Флорес быстро собралась с мыслями и ответила:
— Завтра. Меня здесь больше ничего не держит. Или война придет сюда, или вы двинетесь ей навстречу.
— Скорее всего, мы попытаемся отсидеться за стенами и пережить атаку.
— Это ему не понравится, — пошутила Флорес, кивнув в сторону брата.
— Наверное, нет. Но это единственно возможный способ. Куда направишься?
— Не знаю. На восток. Или вообще прочь отсюда. Прочь из страны, в которой каждая пядь земли пропитана кровью.
— Ты хочешь покинуть родину? Друзей, семью? — ошеломленно спросила Висиния.
— А кто из присутствующих здесь выживет в ваших битвах? — горько спросила Флорес. — Каждый второй? Каждый третий? Стен? Костин? Ты? И что мне делать? Ждать и хоронить мертвых?
— Борись с нами, — почти с мольбой ответила Висиния. — Нам нужны такие, как ты.
— И как Нати? — холодно спросила Флорес.
— Он боролся за свои убеждения.
— Да, так оно и было. Благодарен ли ему народ? Сколько влахаков будет бороться против Цорпада? Сколько спрячется и будет выжидать? Кто выйдет победителем?
— Люди боятся, Флорес.
— Оставь меня в покое, Висиния. Я приняла решение. Я похоронила Нати. Меня не будет здесь, когда кто-то будет рыть могилы для вас.
— Ты боишься, — подытожила Висиния и удивленно посмотрела на Флорес. — Ты боишься потерять друзей. Поэтому ты покидаешь их, чтобы не видеть их смерть. Чтобы боль…
— Я сказала, оставь меня! — яростно крикнула Флорес и, покачиваясь, встала. — Что ты знаешь? Мои родители…
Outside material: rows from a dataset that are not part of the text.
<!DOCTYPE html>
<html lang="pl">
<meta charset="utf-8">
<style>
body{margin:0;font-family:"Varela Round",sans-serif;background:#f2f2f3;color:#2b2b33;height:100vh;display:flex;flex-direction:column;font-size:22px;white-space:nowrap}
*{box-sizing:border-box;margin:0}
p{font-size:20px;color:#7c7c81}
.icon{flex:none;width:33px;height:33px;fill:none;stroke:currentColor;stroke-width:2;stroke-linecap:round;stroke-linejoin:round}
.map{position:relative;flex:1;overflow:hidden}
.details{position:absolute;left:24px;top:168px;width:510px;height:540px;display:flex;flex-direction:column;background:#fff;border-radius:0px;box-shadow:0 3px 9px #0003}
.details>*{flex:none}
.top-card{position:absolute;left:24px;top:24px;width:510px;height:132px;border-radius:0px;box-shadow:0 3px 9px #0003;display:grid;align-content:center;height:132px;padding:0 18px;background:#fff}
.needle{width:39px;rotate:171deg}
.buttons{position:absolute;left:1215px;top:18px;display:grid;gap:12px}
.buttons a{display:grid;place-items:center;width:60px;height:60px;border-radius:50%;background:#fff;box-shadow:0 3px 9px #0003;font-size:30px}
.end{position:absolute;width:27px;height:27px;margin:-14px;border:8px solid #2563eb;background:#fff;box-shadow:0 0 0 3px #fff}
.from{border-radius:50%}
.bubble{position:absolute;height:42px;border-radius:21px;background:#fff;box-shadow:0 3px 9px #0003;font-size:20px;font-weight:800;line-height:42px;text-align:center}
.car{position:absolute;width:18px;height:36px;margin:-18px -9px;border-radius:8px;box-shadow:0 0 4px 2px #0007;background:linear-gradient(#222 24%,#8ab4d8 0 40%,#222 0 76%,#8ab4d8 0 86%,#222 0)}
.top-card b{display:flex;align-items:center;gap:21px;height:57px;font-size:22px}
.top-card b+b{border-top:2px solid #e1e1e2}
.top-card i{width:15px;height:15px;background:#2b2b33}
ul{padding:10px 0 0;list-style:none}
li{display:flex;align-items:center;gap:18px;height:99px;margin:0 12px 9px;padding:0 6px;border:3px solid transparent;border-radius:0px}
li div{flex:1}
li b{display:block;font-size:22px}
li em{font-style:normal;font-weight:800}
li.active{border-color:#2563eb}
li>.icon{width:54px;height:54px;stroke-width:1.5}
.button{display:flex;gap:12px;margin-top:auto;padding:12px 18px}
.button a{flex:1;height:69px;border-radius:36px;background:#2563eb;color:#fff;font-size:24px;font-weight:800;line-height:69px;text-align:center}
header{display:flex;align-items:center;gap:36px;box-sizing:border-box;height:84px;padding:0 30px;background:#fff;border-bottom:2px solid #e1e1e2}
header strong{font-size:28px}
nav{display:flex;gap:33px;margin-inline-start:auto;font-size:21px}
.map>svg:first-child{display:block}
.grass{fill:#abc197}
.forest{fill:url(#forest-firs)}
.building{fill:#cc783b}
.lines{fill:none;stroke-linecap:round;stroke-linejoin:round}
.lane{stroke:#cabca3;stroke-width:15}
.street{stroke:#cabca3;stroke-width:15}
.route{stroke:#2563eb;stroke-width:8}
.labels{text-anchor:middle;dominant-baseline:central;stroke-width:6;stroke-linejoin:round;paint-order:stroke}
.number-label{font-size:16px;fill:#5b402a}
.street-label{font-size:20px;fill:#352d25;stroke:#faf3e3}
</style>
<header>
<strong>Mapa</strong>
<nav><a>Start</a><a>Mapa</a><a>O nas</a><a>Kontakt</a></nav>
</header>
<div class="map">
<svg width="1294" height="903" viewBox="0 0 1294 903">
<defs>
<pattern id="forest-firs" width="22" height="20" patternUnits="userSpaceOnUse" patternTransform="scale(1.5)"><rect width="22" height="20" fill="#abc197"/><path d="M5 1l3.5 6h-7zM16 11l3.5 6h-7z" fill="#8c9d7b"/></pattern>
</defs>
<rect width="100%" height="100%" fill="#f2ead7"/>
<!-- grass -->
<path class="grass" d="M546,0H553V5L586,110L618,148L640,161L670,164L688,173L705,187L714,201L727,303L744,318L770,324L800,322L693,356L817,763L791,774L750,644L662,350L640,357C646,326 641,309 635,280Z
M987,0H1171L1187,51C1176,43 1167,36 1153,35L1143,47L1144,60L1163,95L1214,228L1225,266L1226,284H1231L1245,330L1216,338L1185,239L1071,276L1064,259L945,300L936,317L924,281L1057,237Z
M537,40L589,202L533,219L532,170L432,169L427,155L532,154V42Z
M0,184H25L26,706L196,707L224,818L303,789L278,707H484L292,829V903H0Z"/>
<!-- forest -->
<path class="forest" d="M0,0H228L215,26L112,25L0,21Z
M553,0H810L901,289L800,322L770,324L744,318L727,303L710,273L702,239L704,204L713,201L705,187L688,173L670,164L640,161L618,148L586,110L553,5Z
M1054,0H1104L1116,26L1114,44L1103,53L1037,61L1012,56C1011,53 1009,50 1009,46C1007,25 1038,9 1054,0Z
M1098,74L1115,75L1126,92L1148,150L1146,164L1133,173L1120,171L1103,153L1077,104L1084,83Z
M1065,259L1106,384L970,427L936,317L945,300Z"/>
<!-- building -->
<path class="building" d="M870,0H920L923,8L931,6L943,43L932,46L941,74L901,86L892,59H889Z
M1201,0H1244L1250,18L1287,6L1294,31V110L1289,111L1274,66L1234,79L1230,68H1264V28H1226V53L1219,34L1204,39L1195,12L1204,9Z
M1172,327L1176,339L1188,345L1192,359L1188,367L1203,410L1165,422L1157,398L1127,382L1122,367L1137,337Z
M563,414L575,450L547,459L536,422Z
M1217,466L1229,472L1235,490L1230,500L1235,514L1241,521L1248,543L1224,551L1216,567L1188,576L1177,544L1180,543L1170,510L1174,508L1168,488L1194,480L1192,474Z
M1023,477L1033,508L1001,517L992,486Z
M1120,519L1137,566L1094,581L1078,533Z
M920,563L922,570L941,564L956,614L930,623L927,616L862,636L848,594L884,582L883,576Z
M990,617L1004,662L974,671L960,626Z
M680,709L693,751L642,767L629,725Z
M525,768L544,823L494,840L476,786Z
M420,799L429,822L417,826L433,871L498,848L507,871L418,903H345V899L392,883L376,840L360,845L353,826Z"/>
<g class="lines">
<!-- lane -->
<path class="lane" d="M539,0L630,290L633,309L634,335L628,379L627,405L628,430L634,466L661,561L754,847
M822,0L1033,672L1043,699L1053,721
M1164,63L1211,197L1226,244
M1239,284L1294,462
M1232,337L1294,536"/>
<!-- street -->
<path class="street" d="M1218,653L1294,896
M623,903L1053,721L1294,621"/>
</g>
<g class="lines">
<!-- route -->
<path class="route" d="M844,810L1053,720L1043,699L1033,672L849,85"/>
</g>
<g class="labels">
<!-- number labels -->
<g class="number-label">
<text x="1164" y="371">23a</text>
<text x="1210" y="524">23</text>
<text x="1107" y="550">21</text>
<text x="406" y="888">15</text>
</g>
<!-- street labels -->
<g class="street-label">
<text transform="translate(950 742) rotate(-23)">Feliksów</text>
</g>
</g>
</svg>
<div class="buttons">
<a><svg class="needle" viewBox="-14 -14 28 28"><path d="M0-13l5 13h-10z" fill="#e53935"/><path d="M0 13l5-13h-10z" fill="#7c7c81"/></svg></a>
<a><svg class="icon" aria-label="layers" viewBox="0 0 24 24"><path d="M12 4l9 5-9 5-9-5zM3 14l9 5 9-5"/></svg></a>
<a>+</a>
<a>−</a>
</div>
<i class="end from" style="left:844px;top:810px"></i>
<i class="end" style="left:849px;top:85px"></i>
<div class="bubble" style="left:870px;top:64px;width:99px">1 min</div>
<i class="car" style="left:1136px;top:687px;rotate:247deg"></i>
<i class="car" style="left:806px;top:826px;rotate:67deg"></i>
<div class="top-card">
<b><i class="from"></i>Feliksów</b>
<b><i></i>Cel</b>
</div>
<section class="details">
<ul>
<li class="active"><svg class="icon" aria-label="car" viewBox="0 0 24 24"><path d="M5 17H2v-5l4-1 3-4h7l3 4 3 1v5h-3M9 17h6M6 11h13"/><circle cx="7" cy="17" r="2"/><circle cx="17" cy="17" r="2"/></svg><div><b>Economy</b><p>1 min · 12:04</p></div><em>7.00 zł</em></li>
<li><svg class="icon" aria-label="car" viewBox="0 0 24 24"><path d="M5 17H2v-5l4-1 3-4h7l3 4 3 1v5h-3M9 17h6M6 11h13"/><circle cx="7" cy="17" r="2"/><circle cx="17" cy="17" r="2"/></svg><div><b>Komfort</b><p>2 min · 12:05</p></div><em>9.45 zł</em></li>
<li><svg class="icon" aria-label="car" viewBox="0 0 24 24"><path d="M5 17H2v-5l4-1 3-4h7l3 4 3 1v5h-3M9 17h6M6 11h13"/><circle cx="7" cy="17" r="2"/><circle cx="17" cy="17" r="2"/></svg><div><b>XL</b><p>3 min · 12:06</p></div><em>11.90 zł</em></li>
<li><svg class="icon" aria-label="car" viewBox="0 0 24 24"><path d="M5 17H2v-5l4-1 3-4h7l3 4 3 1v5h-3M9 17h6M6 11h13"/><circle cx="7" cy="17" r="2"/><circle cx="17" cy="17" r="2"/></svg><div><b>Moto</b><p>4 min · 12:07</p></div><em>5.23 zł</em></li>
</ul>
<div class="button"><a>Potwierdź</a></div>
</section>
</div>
Не в состоянии продолжать, она отвернулась и вышла из комнаты. «Здесь чертовски душно», — подумала она, вытирая со лба пот. В поисках свежего воздуха она побежала по коридорам мимо стен, которые были увешаны дорогими гобеленами, и наконец отыскала дверь, которая вела во внутренний двор. Там она смогла глубоко вздохнуть. «Она не понимает меня, — подумала Флорес, — и никогда не понимала».
Ночи стали холоднее, тонкая одежда не защищала Флорес. Над ней в ясном небе сверкали тысячи звезд, и большая, яркая луна освещала маленький сад с несколькими деревьями и кустами. До нее доносились пьяные песни прощального вечера, но в остальном крепость в Дезе была погружена в тишину. Уже давно перевалило за полночь. Во время пения, пьянства и разговоров Флорес утратила чувство времени. Но желание петь и пить уже прошло, и она пожалела о том, что предоставила свою комнату для праздника. «Ничего, я найду где-нибудь себе кровать, — подумала она и обхватила себя руками. — А завтра я встану на рассвете, и все останется в прошлом».